[[ Task input open ]]

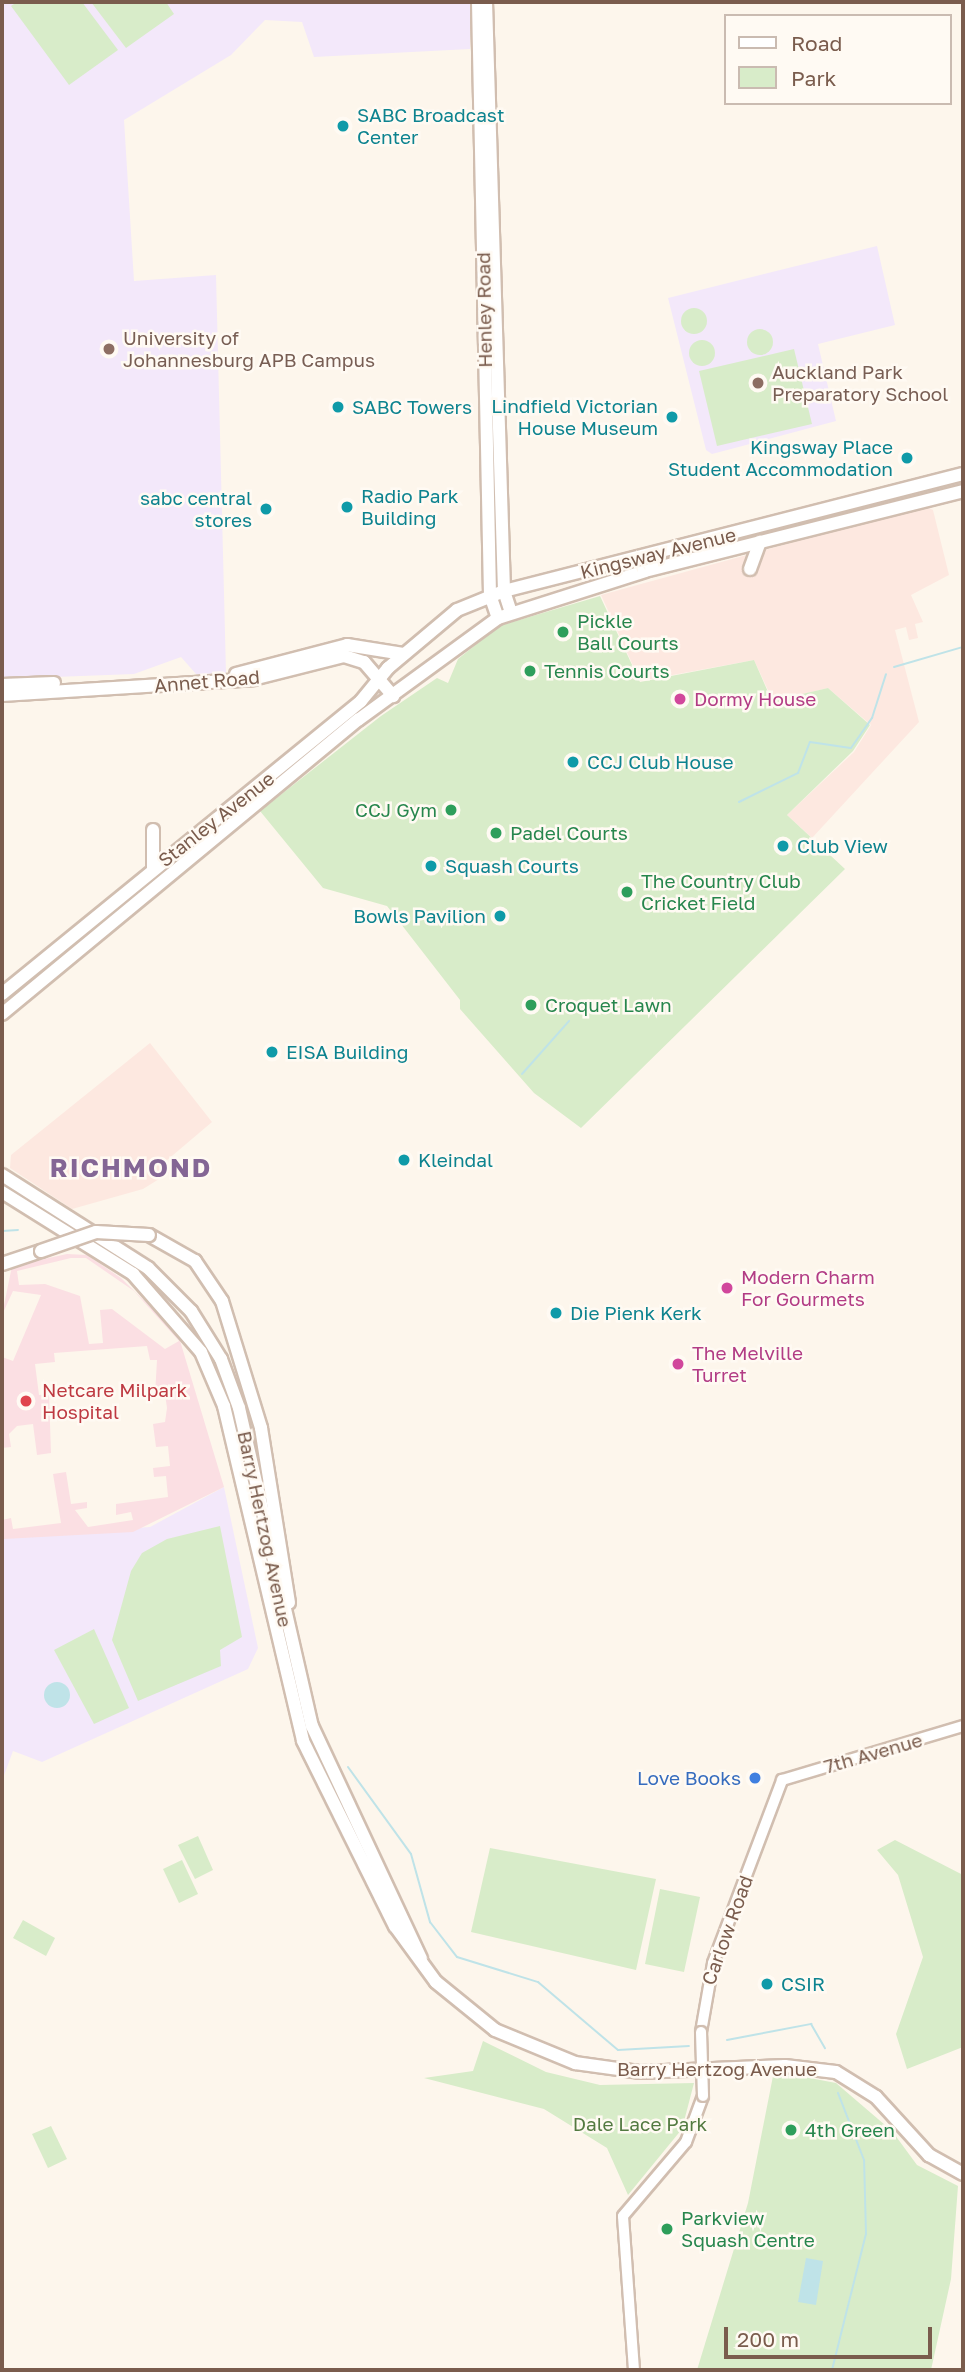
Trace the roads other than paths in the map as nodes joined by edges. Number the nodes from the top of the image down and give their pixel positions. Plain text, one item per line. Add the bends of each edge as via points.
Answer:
1 (478, 2) edge
2 (486, 2) edge
3 (963, 474) edge
4 (963, 491) edge
5 (760, 542) junction
6 (750, 569) dead end
7 (504, 591) junction
8 (490, 595) junction
9 (511, 613) junction
10 (498, 618) junction
11 (403, 654) junction
12 (377, 680) junction
13 (2, 685) edge
14 (2, 695) edge
15 (393, 696) junction
16 (153, 830) dead end
17 (153, 869) junction
18 (2, 994) edge
19 (2, 1014) edge
20 (2, 1175) edge
21 (2, 1192) edge
22 (2, 1264) edge
23 (299, 1686) junction
24 (963, 1726) edge
25 (781, 1786) joint
26 (423, 1966) junction
27 (963, 2174) edge
28 (631, 2370) edge

1 - 8 main road, Henley Road
2 - 7 main road, Henley Road
3 - 7 main road, Kingsway Avenue
4 - 5 main road, Kingsway Avenue
5 - 6 main road
5 - 9 main road, Kingsway Avenue
7 - 8 main road, Kingsway Avenue
7 - 9 main road, Henley Road
8 - 10 main road, Henley Road
8 - 11 main road, Kingsway Avenue via 448,615
9 - 10 main road, Kingsway Avenue
10 - 15 main road, Kingsway Avenue
11 - 12 main road, Kingsway Avenue
11 - 13 main road, Annet Road via 352,645 232,674
12 - 14 main road, Annet Road via 363,662 344,656 246,680
12 - 15 main road, Annet Road
12 - 17 main road, Stanley Avenue via 362,701
15 - 19 main road, Stanley Avenue
16 - 17 main road
17 - 18 main road, Stanley Avenue
20 - 23 main road, Barry Hertzog Avenue via 148,1268 207,1333 239,1408
21 - 26 main road, Barry Hertzog Avenue via 133,1274 201,1352 227,1417 303,1741 378,1895
22 - 23 main road, bridge via 96,1232 149,1235 203,1269 230,1325 264,1448
23 - 26 main road, Barry Hertzog Avenue via 321,1748
24 - 25 street, 7th Avenue
25 - 28 street, Carlow Road, bridge via 713,1963 701,2032 703,2096 686,2142 624,2216
26 - 27 main road, Barry Hertzog Avenue via 495,2030 575,2063 632,2071 785,2066 836,2072 876,2097 929,2155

[[ Task input closed ]]

Task description »
Pick out and copy the lines of the entries that hold the string "junction".

Task answer »
5 (760, 542) junction
7 (504, 591) junction
8 (490, 595) junction
9 (511, 613) junction
10 (498, 618) junction
11 (403, 654) junction
12 (377, 680) junction
15 (393, 696) junction
17 (153, 869) junction
23 (299, 1686) junction
26 (423, 1966) junction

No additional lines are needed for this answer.